Exercise description: Pictures in the records below are skipped; the rest is copied exactly.

Data provided:
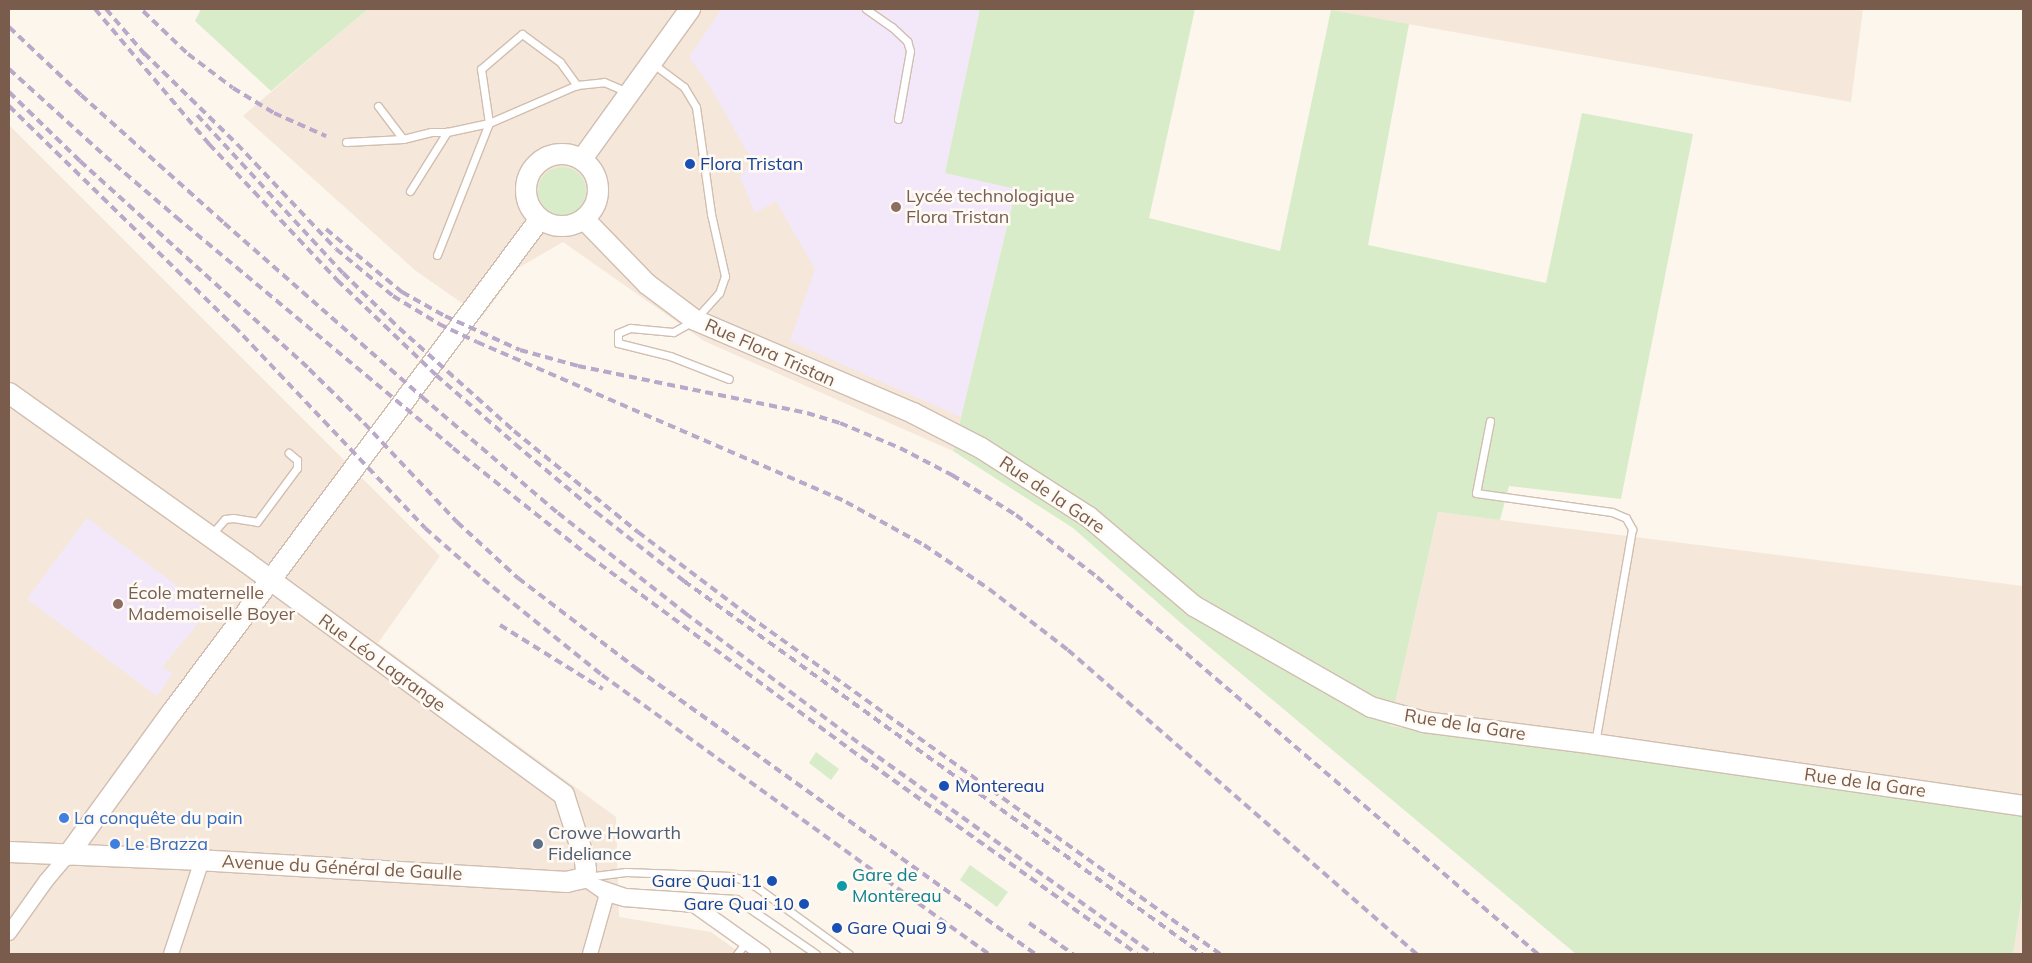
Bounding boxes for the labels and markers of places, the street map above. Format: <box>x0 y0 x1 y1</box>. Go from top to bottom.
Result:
place label: Flora Tristan <box>700 153 803 175</box>
marker: Flora Tristan <box>684 158 696 170</box>
place label: Lycée technologique Flora Tristan <box>906 186 1074 228</box>
marker: Lycée technologique Flora Tristan <box>890 201 902 213</box>
place label: École maternelle Mademoiselle Boyer <box>128 583 295 626</box>
marker: École maternelle Mademoiselle Boyer <box>112 598 124 610</box>
place label: Montereau <box>955 775 1045 797</box>
marker: Montereau <box>937 779 951 793</box>
place label: La conquête du pain <box>74 807 243 829</box>
marker: La conquête du pain <box>58 812 70 824</box>
place label: Crowe Howarth Fideliance <box>548 823 681 866</box>
place label: Le Brazza <box>125 833 208 855</box>
marker: Le Brazza <box>109 838 121 850</box>
marker: Crowe Howarth Fideliance <box>532 838 544 850</box>
place label: Gare de Montereau <box>852 865 942 908</box>
place label: Gare Quai 11 <box>651 870 762 892</box>
marker: Gare Quai 11 <box>766 875 778 887</box>
marker: Gare de Montereau <box>836 880 848 892</box>
place label: Gare Quai 10 <box>683 893 794 915</box>
marker: Gare Quai 10 <box>798 898 810 910</box>
place label: Gare Quai 9 <box>847 917 947 939</box>
marker: Gare Quai 9 <box>831 922 843 934</box>

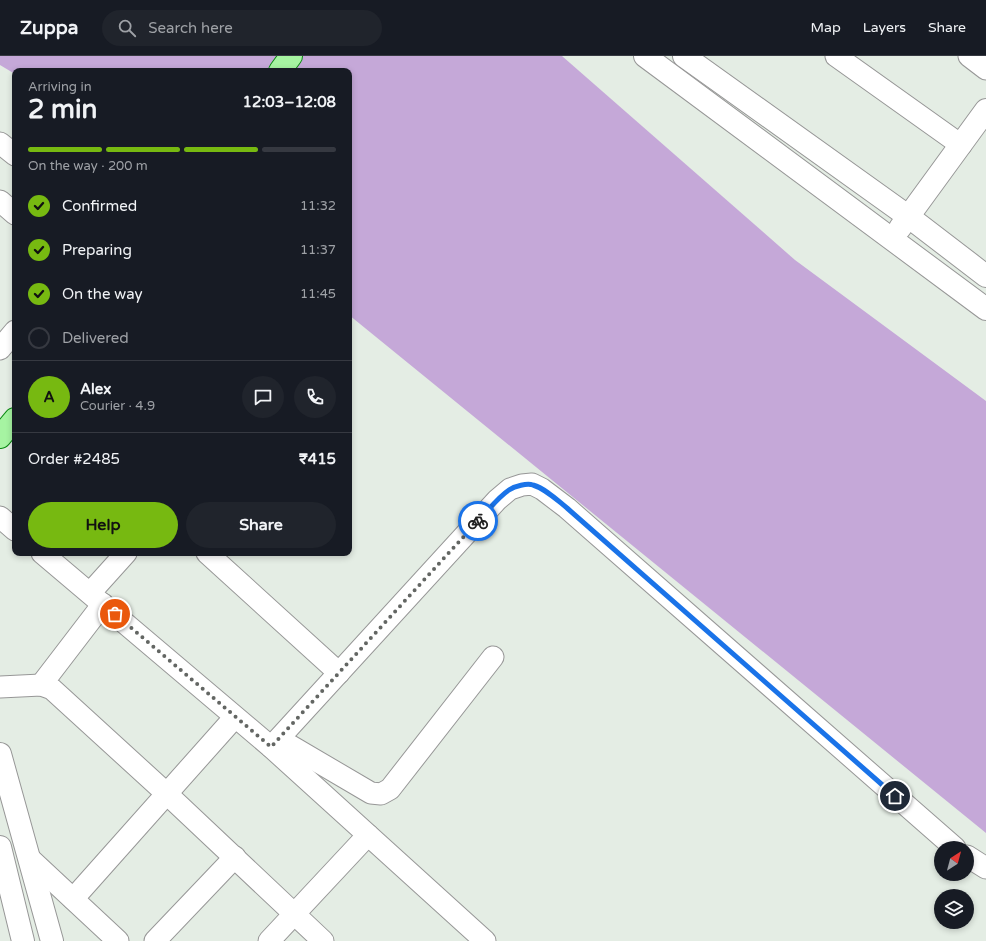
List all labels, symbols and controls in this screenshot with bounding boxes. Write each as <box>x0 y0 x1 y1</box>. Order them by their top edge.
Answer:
search box <box>102 10 382 46</box>
text: Zuppa <box>20 17 78 39</box>
icon: search <box>116 17 138 39</box>
text: Search here <box>148 19 233 37</box>
text: Map <box>811 19 841 36</box>
text: Layers <box>863 19 906 36</box>
text: Share <box>928 19 966 36</box>
text: Arriving in <box>28 79 92 95</box>
text: 12:03–12:08 <box>243 93 336 111</box>
text: 2 min <box>28 94 97 125</box>
text: On the way · 200 m <box>28 158 148 174</box>
icon: check <box>28 195 50 217</box>
text: Confirmed <box>62 197 137 215</box>
text: 11:32 <box>300 198 336 214</box>
icon: check <box>28 239 50 261</box>
text: Preparing <box>62 241 132 259</box>
text: 11:37 <box>300 242 336 258</box>
icon: check <box>28 283 50 305</box>
text: On the way <box>62 285 142 303</box>
text: 11:45 <box>300 286 336 302</box>
text: Delivered <box>62 329 129 347</box>
button: chat <box>242 376 284 418</box>
button: phone <box>294 376 336 418</box>
text: Alex <box>80 380 111 398</box>
text: A <box>43 388 55 406</box>
text: Courier · 4.9 <box>80 398 155 414</box>
text: Order #2485 <box>28 450 120 468</box>
text: ₹415 <box>299 450 336 468</box>
courier <box>458 501 498 541</box>
button: Help <box>28 502 178 548</box>
button: Share <box>186 502 336 548</box>
icon: bike <box>467 510 489 532</box>
pin <box>98 597 132 631</box>
icon: bag <box>104 603 126 625</box>
pin <box>878 779 912 813</box>
icon: home <box>884 785 906 807</box>
north arrow <box>934 841 974 881</box>
map controls <box>934 841 974 929</box>
button: layers <box>934 889 974 929</box>

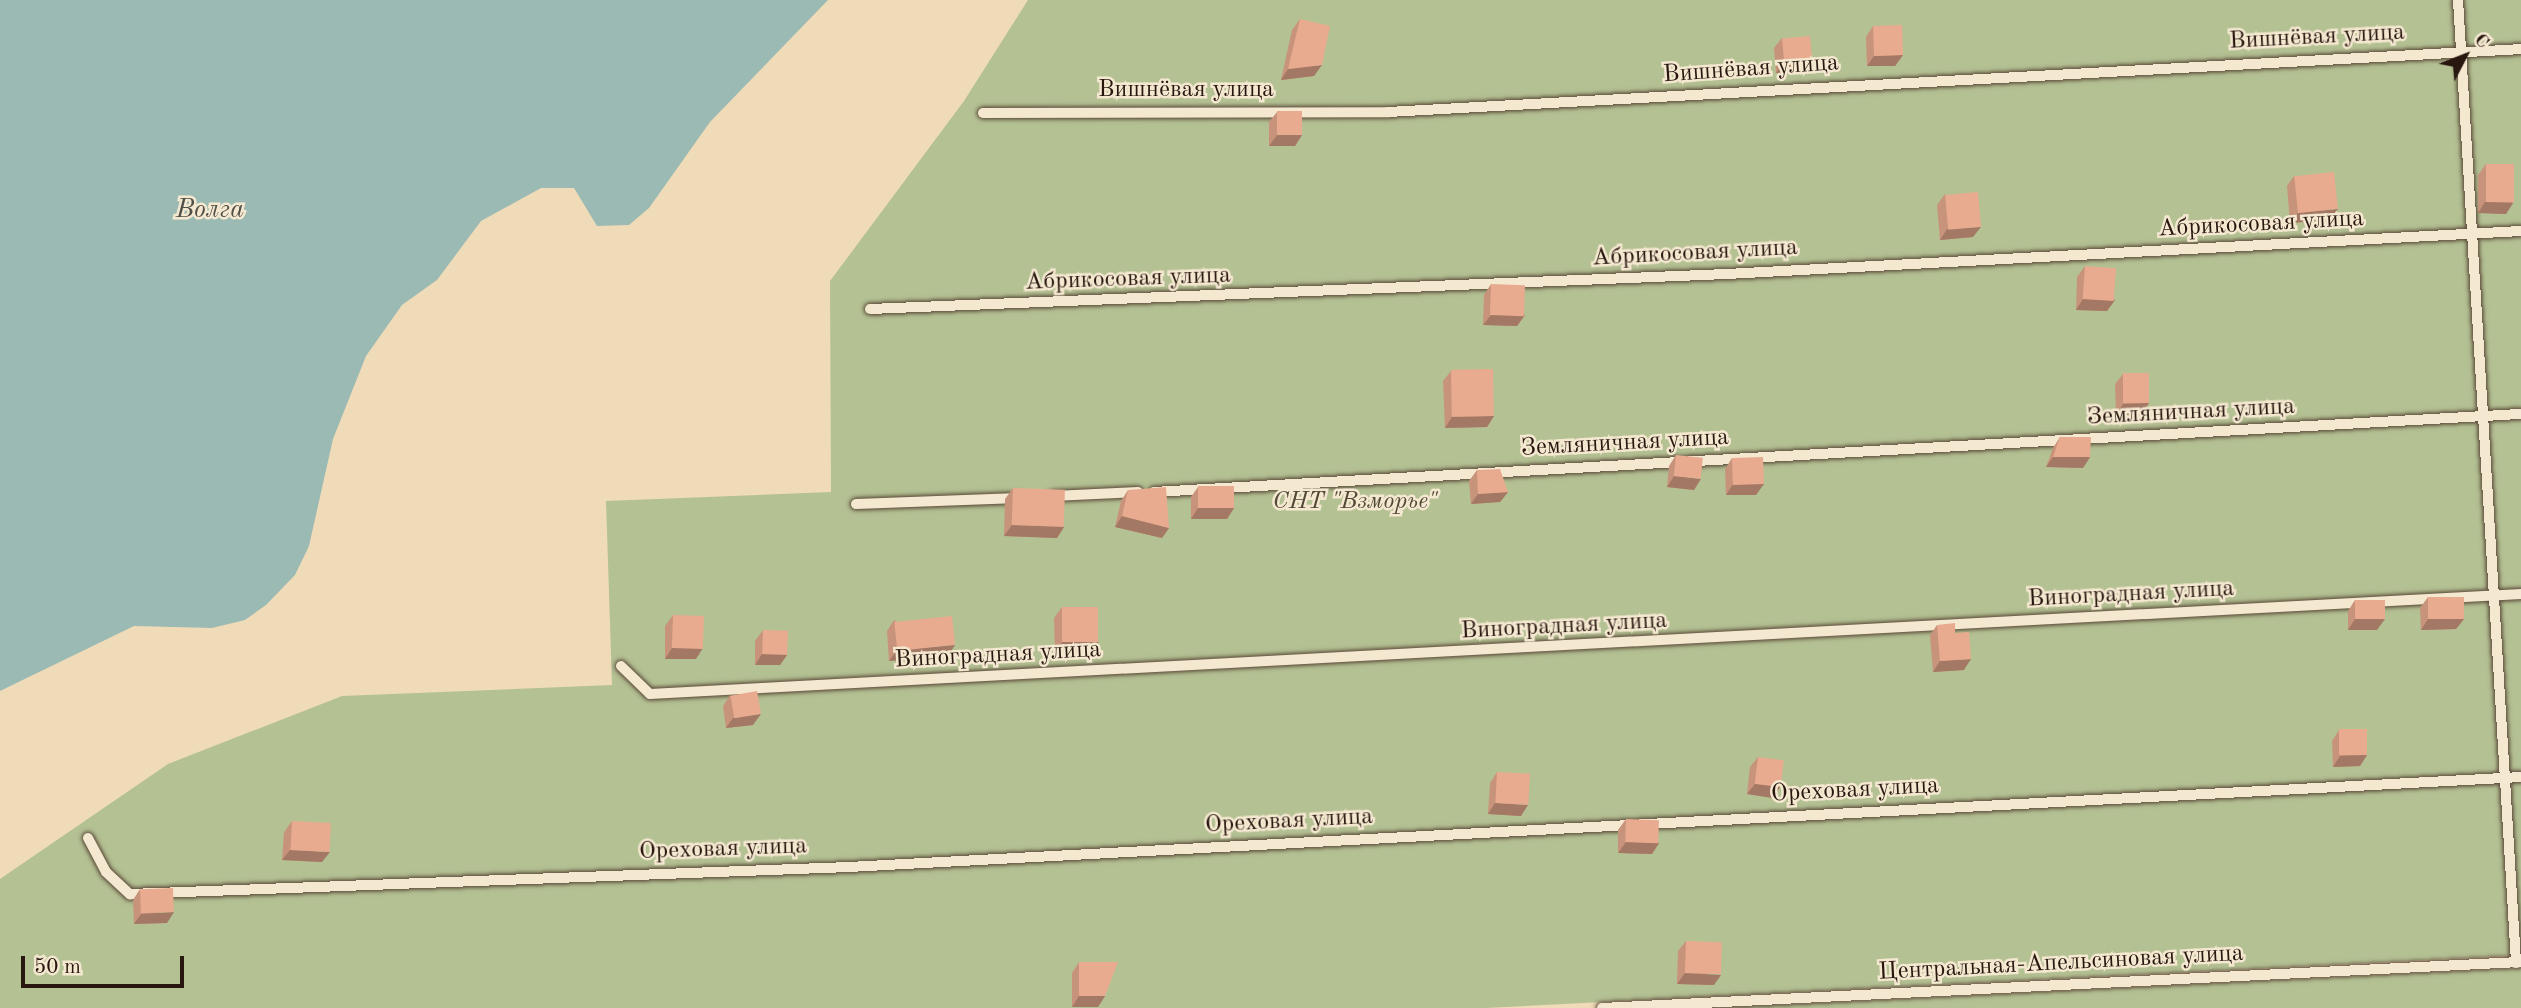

Task answer:
Bounding boxes for the labels and markers of places, the street map above. Format: <box>x0 y0 x1 y1</box>. Go from top to bottom.
Result:
place label: Flora Tristan <box>700 153 803 175</box>
marker: Flora Tristan <box>684 158 696 170</box>
place label: Lycée technologique Flora Tristan <box>906 186 1074 228</box>
marker: Lycée technologique Flora Tristan <box>890 201 902 213</box>
place label: École maternelle Mademoiselle Boyer <box>128 583 295 626</box>
marker: École maternelle Mademoiselle Boyer <box>112 598 124 610</box>
place label: Montereau <box>955 775 1045 797</box>
marker: Montereau <box>937 779 951 793</box>
place label: La conquête du pain <box>74 807 243 829</box>
marker: La conquête du pain <box>58 812 70 824</box>
place label: Crowe Howarth Fideliance <box>548 823 681 866</box>
place label: Le Brazza <box>125 833 208 855</box>
marker: Le Brazza <box>109 838 121 850</box>
marker: Crowe Howarth Fideliance <box>532 838 544 850</box>
place label: Gare de Montereau <box>852 865 942 908</box>
place label: Gare Quai 11 <box>651 870 762 892</box>
marker: Gare Quai 11 <box>766 875 778 887</box>
marker: Gare de Montereau <box>836 880 848 892</box>
place label: Gare Quai 10 <box>683 893 794 915</box>
marker: Gare Quai 10 <box>798 898 810 910</box>
place label: Gare Quai 9 <box>847 917 947 939</box>
marker: Gare Quai 9 <box>831 922 843 934</box>

List all labels, symbols and controls in this screenshot with bounding boxes. Write each as <box>x0 y0 x1 y1</box>. Order them by their top edge.
Answer:
search box <box>102 10 382 46</box>
text: Zuppa <box>20 17 78 39</box>
icon: search <box>116 17 138 39</box>
text: Search here <box>148 19 233 37</box>
text: Map <box>811 19 841 36</box>
text: Layers <box>863 19 906 36</box>
text: Share <box>928 19 966 36</box>
text: Arriving in <box>28 79 92 95</box>
text: 12:03–12:08 <box>243 93 336 111</box>
text: 2 min <box>28 94 97 125</box>
text: On the way · 200 m <box>28 158 148 174</box>
icon: check <box>28 195 50 217</box>
text: Confirmed <box>62 197 137 215</box>
text: 11:32 <box>300 198 336 214</box>
icon: check <box>28 239 50 261</box>
text: Preparing <box>62 241 132 259</box>
text: 11:37 <box>300 242 336 258</box>
icon: check <box>28 283 50 305</box>
text: On the way <box>62 285 142 303</box>
text: 11:45 <box>300 286 336 302</box>
text: Delivered <box>62 329 129 347</box>
button: chat <box>242 376 284 418</box>
button: phone <box>294 376 336 418</box>
text: Alex <box>80 380 111 398</box>
text: A <box>43 388 55 406</box>
text: Courier · 4.9 <box>80 398 155 414</box>
text: Order #2485 <box>28 450 120 468</box>
text: ₹415 <box>299 450 336 468</box>
courier <box>458 501 498 541</box>
button: Help <box>28 502 178 548</box>
button: Share <box>186 502 336 548</box>
icon: bike <box>467 510 489 532</box>
pin <box>98 597 132 631</box>
icon: bag <box>104 603 126 625</box>
pin <box>878 779 912 813</box>
icon: home <box>884 785 906 807</box>
north arrow <box>934 841 974 881</box>
map controls <box>934 841 974 929</box>
button: layers <box>934 889 974 929</box>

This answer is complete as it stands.